1999. I’m the full time receptionist for a Surfers Paradise law firm. I’m nineteen years old, and an insomniac. My witching hour comes on a Tuesday night at 11pm. I keep the TV volume low so I don’t wake Mum and my younger brother. Tonight the pilot episode of a new show is airing. Felicity is about a girl shucking what’s expected of her to follow her gut instead. Near to the end of the episode I am on tenterhooks. Felicity is my age, walking down the street in New York, her spine straight with self-determination. When the familiar drumbeats start, my heart races. Something long forgotten surfaces within me. The synthesizers soar, followed by Gabriel’s coarse, beautiful plea: Love, I get so lost, sometimes.
2003. I’m twenty-two, broke, and living in a hostel on Vancouver Island, British Columbia. I’m here because of a boy I met in Seattle. The hostel gives me a bed and one meal a day in exchange for cleaning work. A Spanish girl left her Discman behind, with Secret World Live in it, which I listen to while I clean. The extended remix of In Your Eyes reminds me of somewhere dusty and warm as I scrub cold shower floors with bleach. After work I walk the coastline. I tuck the Discman into my pocket and play track 15 on repeat. Ferries crisscross the silver sea all day long, leaving a lace of white waves in their wake. I listen to the Discman while I try to sleep. And the grand façade, so soon will burn. I’m listening to it when, after another day of watching the ferry arrivals without seeing him disembark, I walk into the local STA branch and use the last credit on my card to book my flight home to Brisbane.
2007. The CD stays on repeat in my car. I suspect it’s actually melted in the stereo from the outback sun. I’m twenty-seven, working in the remote Central Desert of Australia. Life here is a mirage in a landscape of mythical and staggering beauty. My world is made of red dirt, blue sky, and the light in between. This is a place where songs grow from the earth and map the paths you take across the land. The sky is orange on the afternoon I walk out of work to my car and see the small rectangle of canvas left under the wipers, which don’t have much use out here for anything other than this, keeping hold of secrets. I lay the canvas across my palm and touch one of the red spirals. The paint is still wet. The sun is setting as I head home.

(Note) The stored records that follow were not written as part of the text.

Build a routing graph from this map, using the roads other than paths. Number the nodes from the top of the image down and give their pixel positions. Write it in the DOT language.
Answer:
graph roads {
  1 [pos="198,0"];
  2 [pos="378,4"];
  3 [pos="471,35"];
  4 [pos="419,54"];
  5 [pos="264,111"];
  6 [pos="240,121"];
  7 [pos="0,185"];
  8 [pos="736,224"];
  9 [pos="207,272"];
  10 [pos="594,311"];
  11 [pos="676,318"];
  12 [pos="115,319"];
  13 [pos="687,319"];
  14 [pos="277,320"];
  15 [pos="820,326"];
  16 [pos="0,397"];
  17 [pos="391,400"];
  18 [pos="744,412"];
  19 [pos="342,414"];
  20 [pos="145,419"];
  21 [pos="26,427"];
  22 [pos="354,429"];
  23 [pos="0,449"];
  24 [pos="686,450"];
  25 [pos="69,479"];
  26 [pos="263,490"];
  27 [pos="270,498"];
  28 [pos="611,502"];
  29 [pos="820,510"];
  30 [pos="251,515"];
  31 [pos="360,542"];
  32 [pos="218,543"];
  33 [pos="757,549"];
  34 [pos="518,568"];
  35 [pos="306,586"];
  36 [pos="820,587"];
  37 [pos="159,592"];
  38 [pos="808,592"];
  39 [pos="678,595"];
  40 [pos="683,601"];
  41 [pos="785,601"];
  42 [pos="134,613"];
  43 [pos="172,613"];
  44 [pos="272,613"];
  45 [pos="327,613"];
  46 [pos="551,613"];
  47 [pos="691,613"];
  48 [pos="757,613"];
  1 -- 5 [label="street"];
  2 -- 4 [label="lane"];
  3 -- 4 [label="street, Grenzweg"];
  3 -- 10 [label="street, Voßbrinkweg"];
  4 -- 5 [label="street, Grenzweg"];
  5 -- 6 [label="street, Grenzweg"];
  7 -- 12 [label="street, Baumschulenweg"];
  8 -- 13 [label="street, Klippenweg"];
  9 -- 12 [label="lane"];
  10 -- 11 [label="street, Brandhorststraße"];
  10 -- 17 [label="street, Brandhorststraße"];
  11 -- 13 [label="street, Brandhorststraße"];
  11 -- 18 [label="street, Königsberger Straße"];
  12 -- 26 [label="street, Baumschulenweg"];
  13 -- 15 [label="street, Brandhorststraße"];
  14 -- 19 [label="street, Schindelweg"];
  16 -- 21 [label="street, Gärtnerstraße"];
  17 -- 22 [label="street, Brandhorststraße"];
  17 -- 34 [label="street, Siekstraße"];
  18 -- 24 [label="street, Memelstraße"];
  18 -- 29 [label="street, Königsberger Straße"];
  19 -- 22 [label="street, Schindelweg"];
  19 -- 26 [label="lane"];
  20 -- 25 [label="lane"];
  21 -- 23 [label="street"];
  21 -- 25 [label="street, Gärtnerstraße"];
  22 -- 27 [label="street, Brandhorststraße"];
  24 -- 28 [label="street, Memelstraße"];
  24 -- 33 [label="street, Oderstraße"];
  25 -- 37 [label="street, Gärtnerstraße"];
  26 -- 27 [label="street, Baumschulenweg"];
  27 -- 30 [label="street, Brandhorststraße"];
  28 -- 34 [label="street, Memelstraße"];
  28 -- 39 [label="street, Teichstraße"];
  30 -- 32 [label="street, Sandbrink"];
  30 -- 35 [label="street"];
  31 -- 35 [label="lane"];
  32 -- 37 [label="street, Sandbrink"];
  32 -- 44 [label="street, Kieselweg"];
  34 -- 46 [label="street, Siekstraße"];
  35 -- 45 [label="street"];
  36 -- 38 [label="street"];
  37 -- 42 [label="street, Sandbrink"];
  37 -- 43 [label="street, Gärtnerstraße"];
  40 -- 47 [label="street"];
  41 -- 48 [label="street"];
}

There’s a story I’ve heard out here about this time of day, when the sun woman descends into the underworld to be with her lover among the dead, resurfacing at sunrise dressed in his gift of a red kangaroo skin. I drive with Peter Gabriel streaming from my open windows loud enough that I can’t hear myself singing at the breaking point of my vocal cords. I slow down where the road dips behind the sand dune covered in honey grevillea. I tap the volume button but it’s already at MAX. Whatever comes and goes I will hear your silent call. As soon as I get home I go to the back door and wait. A charm of finches calls as they dive between early stars. I wait. I always think I’m imagining it, but the beam of his torch is steady and true as it bounces over the shrubs, making phosphorescence of the spinifex. I want to touch the light, the heat, I see in your eyes. I leave the door ajar and walk into the bathroom to turn the shower on. My fingertips are still red.
© Holly Ringland 2013. Holly is an Australian writer- researcher, living in the UK, advocating stories for change.